Fix an integer $d \ge 2$ and let $M_d$ be the space of real $d \times d$ matrices. Let $E$ be a vector subspace of $M_d$. We say that $E$ is *transitive* if $E \cdot \mathbb{R}^d_* = \mathbb{R}^d$, that is, for all vectors $v \in \mathbb{R}^d_* = \mathbb{R}^d-\{0\}$ and $w \in \mathbb{R}^d$ there exists a matrix $A \in E$ such that $A \cdot v = w$.

The question is **how to determine algebraically if a space of matrices is transitive or not**.

More precisely, which algebraic (ie, polynomial) conditions on the entries of matrices $A_1,...,A_k$ express the fact that the space $E$ spanned by them is non-transitive?

Remarks:

1) Fix the number $k$ of generators of $E$. Let $Z$ be the subset of $\mathbb{R}^{kd^2}$ corresponding to the $k$-tuples of matrices that generate a non-transitive set.
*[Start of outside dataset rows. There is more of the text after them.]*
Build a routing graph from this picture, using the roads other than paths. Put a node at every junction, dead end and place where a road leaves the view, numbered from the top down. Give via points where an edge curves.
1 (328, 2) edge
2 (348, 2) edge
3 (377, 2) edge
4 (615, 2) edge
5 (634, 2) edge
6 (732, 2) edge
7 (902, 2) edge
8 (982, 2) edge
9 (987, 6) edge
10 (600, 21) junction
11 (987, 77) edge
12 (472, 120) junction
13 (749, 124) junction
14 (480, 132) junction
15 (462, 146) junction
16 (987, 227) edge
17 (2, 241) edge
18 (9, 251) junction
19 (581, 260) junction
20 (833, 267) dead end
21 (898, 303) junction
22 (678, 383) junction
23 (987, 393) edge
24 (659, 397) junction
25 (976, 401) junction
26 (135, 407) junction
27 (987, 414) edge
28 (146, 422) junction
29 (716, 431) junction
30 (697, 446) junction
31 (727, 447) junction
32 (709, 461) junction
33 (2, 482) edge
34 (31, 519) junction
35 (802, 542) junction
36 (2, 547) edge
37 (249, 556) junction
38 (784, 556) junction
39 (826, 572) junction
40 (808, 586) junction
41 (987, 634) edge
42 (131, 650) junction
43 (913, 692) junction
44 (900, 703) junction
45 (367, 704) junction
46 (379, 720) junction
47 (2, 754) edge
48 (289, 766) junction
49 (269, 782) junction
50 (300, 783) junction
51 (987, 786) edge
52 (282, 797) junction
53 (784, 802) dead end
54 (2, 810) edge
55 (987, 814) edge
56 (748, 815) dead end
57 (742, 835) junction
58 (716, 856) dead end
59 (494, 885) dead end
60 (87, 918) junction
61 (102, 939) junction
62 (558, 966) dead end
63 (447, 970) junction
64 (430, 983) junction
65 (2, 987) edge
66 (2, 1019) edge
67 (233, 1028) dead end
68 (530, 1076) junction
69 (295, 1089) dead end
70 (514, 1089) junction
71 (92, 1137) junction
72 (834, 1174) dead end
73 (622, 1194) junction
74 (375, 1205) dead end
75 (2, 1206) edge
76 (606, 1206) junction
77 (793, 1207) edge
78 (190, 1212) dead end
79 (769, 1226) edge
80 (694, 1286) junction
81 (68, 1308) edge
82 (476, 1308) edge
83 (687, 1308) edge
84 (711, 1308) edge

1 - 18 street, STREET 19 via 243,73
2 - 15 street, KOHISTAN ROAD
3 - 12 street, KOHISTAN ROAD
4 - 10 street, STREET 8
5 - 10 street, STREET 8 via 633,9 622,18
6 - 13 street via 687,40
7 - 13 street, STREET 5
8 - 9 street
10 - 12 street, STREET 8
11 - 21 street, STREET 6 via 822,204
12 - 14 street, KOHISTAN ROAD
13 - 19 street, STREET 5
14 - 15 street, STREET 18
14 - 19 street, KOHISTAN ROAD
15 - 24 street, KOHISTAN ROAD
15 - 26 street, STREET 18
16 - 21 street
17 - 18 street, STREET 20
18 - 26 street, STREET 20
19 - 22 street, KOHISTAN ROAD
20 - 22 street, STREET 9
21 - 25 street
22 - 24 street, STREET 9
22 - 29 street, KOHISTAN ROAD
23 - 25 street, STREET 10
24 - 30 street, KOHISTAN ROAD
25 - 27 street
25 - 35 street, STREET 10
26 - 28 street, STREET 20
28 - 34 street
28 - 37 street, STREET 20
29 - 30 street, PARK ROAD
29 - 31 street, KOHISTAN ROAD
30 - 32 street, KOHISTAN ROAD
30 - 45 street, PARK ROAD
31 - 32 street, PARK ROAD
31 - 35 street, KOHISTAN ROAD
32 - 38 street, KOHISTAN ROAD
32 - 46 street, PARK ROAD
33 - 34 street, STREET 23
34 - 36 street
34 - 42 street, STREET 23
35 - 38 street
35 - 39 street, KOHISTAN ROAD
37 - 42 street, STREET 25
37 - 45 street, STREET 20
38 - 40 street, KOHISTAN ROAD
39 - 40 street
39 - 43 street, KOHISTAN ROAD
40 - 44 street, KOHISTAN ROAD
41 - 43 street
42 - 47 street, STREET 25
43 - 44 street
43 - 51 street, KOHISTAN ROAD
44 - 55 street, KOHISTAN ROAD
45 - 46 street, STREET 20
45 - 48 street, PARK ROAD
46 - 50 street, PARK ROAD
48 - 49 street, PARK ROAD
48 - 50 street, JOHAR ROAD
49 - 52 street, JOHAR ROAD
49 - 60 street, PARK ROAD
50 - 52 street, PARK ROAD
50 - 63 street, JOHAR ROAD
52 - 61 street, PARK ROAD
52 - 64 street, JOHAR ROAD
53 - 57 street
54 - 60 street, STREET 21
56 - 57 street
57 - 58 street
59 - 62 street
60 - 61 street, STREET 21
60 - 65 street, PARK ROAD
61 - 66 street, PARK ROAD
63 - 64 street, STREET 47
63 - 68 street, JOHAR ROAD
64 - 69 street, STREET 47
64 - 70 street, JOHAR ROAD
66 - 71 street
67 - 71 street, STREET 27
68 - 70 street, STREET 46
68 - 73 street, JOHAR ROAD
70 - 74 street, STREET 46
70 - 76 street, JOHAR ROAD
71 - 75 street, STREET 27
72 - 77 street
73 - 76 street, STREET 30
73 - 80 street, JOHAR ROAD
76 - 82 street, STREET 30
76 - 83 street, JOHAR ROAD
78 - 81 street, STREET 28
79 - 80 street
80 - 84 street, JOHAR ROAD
That $Z$ is the projection of an algebraic set, and therefore by Tarski-Seidenberg theorem, is a *semi-algebraic* set.

2) Consider the analogous problem with complex matrices and vectors in $\mathbb{C}^d$, and let $Z_C$ be the set corresponding to $Z$ above. Then $Z$ is algebraic (projectivize everything and apply the theorem that says that pprojection of algebraic is algebraic). Anyway what I'd like to see are the explicit equations for this algebraic set.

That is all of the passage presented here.